En cuanto a los potenciales usuarios del conocimiento climático, Baethgen señaló que hay que darles educación, para que efectivamente transformen esa información en decisiones o políticas.
Dijo que en el punto en que la información se torna en acción, el círculo se cierra, y la clave es tomar decisiones sobre la base, ya no del Paradigma de Noé, sino inspirados en la flexibilidad del Ginkgo Biloba.

Hasta hace poco regía en la ciencia climática el Paradigma de Noé.
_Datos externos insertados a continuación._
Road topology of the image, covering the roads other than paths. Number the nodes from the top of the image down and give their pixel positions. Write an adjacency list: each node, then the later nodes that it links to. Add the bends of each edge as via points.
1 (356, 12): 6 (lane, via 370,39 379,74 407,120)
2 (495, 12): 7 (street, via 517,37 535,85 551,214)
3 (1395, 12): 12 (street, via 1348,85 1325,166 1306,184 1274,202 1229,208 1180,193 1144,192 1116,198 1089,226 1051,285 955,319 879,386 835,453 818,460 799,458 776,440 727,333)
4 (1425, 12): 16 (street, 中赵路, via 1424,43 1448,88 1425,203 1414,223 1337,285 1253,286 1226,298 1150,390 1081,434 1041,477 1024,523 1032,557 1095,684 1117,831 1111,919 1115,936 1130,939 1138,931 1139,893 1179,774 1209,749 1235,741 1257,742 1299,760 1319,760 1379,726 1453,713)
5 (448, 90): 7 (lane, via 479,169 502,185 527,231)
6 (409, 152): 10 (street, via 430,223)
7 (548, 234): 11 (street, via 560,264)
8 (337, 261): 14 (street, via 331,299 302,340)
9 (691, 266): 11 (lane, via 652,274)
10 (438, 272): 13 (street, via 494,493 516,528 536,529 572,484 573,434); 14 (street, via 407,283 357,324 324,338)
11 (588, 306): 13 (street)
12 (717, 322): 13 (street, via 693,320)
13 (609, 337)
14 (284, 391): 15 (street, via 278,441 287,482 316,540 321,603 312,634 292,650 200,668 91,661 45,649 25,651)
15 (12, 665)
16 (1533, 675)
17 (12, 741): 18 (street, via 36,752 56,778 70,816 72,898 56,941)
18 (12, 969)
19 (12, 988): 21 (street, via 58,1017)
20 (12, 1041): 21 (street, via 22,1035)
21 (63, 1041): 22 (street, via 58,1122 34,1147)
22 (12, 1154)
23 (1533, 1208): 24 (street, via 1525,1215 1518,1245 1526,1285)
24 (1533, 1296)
La historia del patriarca bíblico, en la que es representado cómo una persona que contaba con información climática precisa —la posibilidad de un diluvio universal, anunciado directamente por Dios— y podía tomar mejores decisiones, como construir el arca, y obtener un resultado exitoso: salvar la biodiversidad del planeta.

El nuevo modelo, señaló Baethgen, es el Paradigma del Ginkgo Biloba, inspirado en un ejemplar de este árbol sagrado de Japón y China, que el 6 de agosto de 1945 fue el único sobreviviente natural del ataque nuclear a Hiroshima.

Ubicado a sólo un kilómetro del epicentro de la explosión, un Ginkgo Biloba soportó la radiación, logró sobreponerse e incluso al poco tiempo brotó nuevamente.

“El  nuevo paradigma es adaptarnos con flexibilidad”, dijo Baethgen. “Ya no tenemos información perfecta —como Noé—, sino que debemos adaptarnos a un rango de condiciones plausibles. Y tenemos que empezar a adaptarnos a las condiciones de hoy”.